Because when we draw a graph there have no break point and breakthrough where we can notice that function jumped from his path or removed??

Answer 1

Let $f(x)$ be a continuously differentiable function at $x=0$ with $f(0)=0$ and let \begin{align*} g(x) :=\frac{f(x)}{x} \text{ for } x\neq 0. \end{align*} The following formula is a direct consequence of l'Hopital's rule: \begin{align*} \lim_{x\rightarrow 0} \frac{f(x)}{x}=f'(0) \end{align*}

Therefore you can continuously extend $g$ at $0$ by setting $g(0):=f'(0)$.

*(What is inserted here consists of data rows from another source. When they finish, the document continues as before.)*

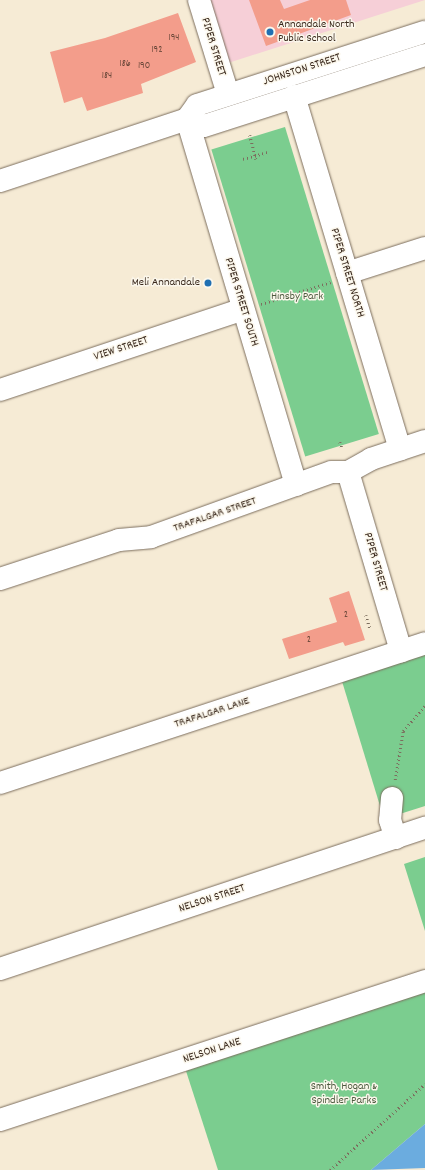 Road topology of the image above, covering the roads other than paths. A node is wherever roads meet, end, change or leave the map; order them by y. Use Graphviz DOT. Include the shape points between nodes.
graph roads {
  1 [pos="199,0"];
  2 [pos="425,32"];
  3 [pos="425,55"];
  4 [pos="228,94"];
  5 [pos="294,96"];
  6 [pos="187,119"];
  7 [pos="0,181"];
  8 [pos="425,248"];
  9 [pos="342,277"];
  10 [pos="249,307"];
  11 [pos="0,390"];
  12 [pos="425,442"];
  13 [pos="400,449"];
  14 [pos="348,472"];
  15 [pos="296,485"];
  16 [pos="0,579"];
  17 [pos="425,643"];
  18 [pos="401,651"];
  19 [pos="0,783"];
  20 [pos="392,798"];
  21 [pos="425,828"];
  22 [pos="396,838"];
  23 [pos="0,969"];
  24 [pos="425,981"];
  25 [pos="0,1120"];
  1 -- 4 [label="street, PIPER STREET"];
  2 -- 4 [label="street, JOHNSTON STREET"];
  3 -- 5 [label="street, JOHNSTON STREET"];
  4 -- 6 [label="street, JOHNSTON STREET" via="198,105"];
  5 -- 6 [label="street, JOHNSTON STREET" via="204,126"];
  5 -- 9 [label="street, PIPER STREET NORTH"];
  6 -- 7 [label="street"];
  6 -- 10 [label="street, PIPER STREET SOUTH"];
  8 -- 9 [label="street"];
  9 -- 13 [label="street, PIPER STREET NORTH"];
  10 -- 11 [label="street, VIEW STREET"];
  10 -- 15 [label="street, PIPER STREET SOUTH"];
  12 -- 13 [label="street, TRAFALGAR STREET"];
  13 -- 14 [label="street, TRAFALGAR STREET" via="366,461"];
  14 -- 15 [label="street, TRAFALGAR STREET" via="332,472"];
  14 -- 18 [label="street, PIPER STREET"];
  15 -- 16 [label="street, TRAFALGAR STREET" via="151,536 119,540"];
  17 -- 18 [label="street, TRAFALGAR LANE"];
  18 -- 19 [label="street, TRAFALGAR LANE"];
  20 -- 22 [label="street" via="390,820"];
  21 -- 22 [label="street, NELSON STREET"];
  22 -- 23 [label="street, NELSON STREET"];
  24 -- 25 [label="street, NELSON LANE"];
}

This is directly applicable to $f(x)=\sin(x)$.

Answer 2

The function $f : \mathbb R\setminus \{0\}\to \mathbb R$ defined by the formula $f(x) = \frac{\sin x}{x}$ is not discontinuous at $x=0$, because it is not even defined there. In most texts you'll find out there, continuity is defined in such a way that functions cannot be continuous or discontinuous at points outside their domain.

However you know from a geometric argument (or Taylor series) that $$\lim_{x\to 0} \frac{\sin x}{x} = 1, $$ so you may define a continuous extension $ g : \mathbb R \to \mathbb R$ of your function, $$g(x) = \begin{cases} \dfrac{ \sin x }{x} & x\neq 0, \\ 1 & x=0\end{cases} $$ so the best you can say is that there exists a continuous extension of $f$ that has the real numbers as its domain.

This you can do whenever a function is not defined at a point but has finite limit at that point.

Addendum. It is not common practice in real analysis, at least that I know of, but you may define a function to have a removable singularity at a point whenever it is not defined at that point, but is defined in its immediate vicinity and has a continuous extension defined at that point. (This is more of a complex-analytic concept, though.)

In this sense you may say thay your function has a removable singularity at $x=0$ (instead of a discontinuity).